## Assigned task
In the records below, some lines hold the word "roads". Copy each of those lines.

════════

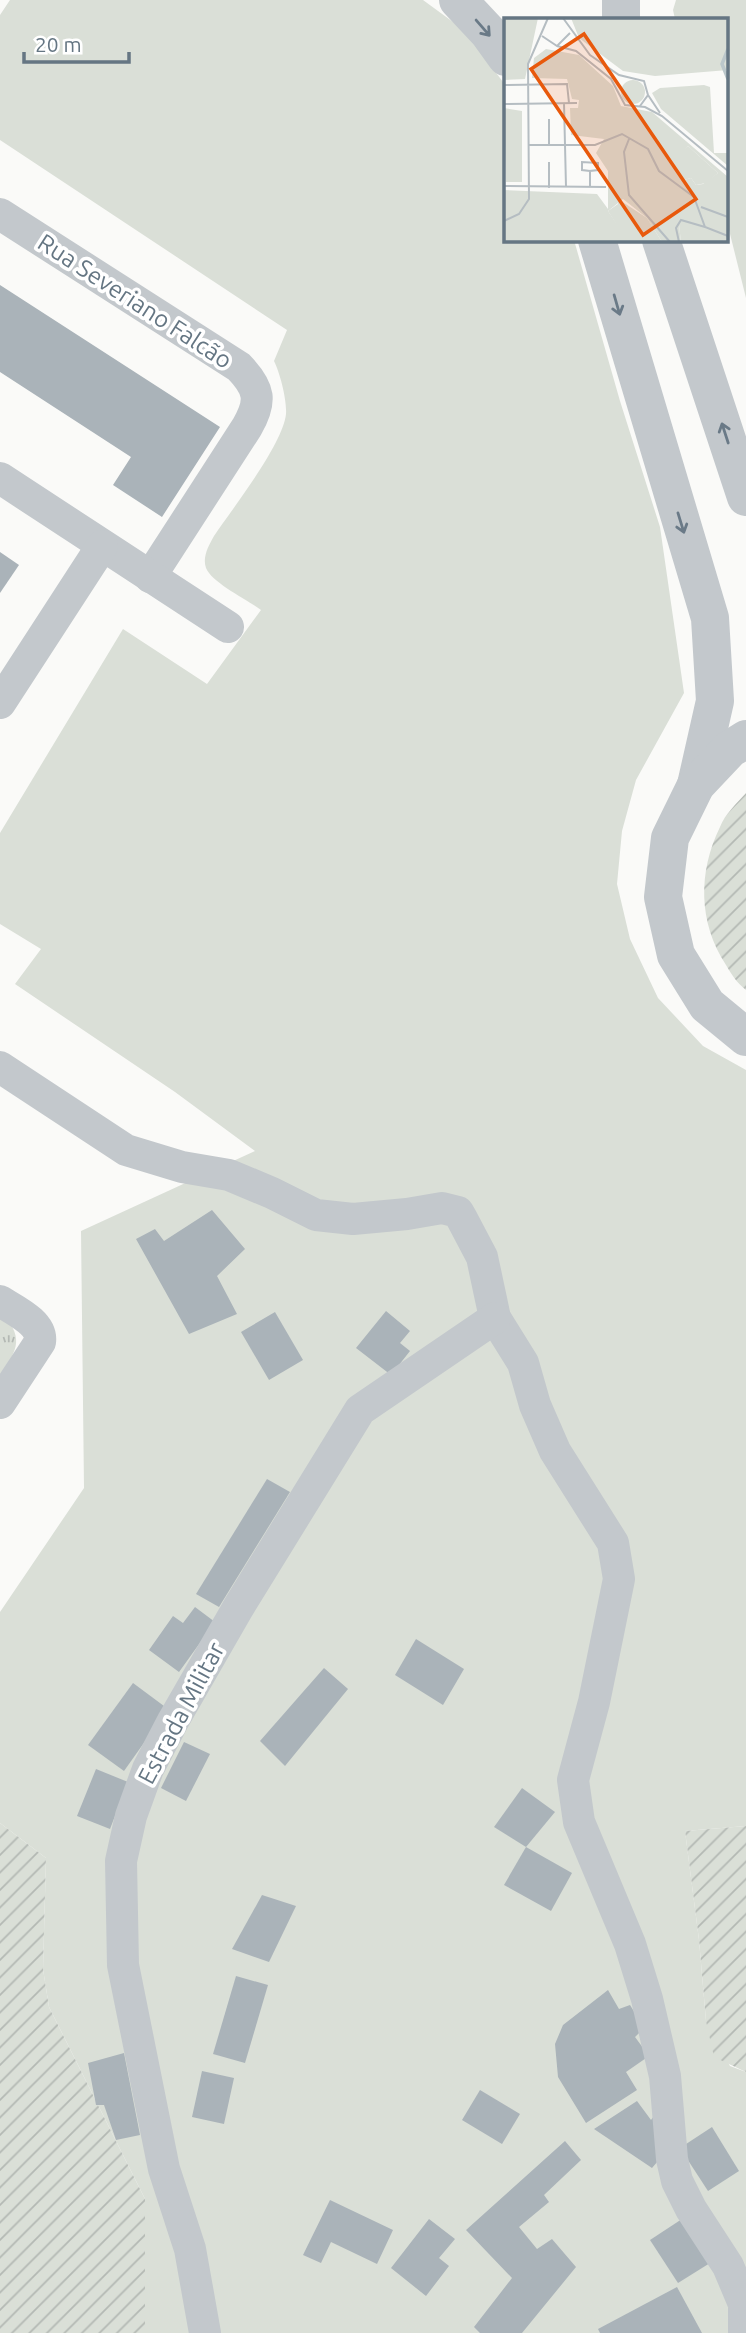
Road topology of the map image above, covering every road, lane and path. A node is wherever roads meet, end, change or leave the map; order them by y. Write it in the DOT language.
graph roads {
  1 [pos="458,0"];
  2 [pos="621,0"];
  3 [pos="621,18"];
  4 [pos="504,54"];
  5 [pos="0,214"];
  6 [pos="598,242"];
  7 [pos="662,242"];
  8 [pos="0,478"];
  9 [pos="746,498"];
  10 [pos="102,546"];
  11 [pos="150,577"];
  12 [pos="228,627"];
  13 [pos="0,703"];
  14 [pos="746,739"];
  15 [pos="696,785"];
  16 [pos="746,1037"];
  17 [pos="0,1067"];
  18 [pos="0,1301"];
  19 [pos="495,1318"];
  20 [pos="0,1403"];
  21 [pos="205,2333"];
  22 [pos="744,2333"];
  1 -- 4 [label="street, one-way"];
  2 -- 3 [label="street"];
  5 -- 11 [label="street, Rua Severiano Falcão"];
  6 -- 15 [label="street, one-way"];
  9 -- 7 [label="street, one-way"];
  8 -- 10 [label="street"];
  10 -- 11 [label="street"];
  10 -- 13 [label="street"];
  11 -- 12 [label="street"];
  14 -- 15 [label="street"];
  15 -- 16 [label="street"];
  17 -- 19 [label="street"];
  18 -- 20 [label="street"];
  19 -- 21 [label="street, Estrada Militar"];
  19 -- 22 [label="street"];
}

════════

## Response
Road topology of the map image above, covering every road, lane and path. A node is wherever roads meet, end, change or leave the map; order them by y. Write it in the DOT language.
graph roads {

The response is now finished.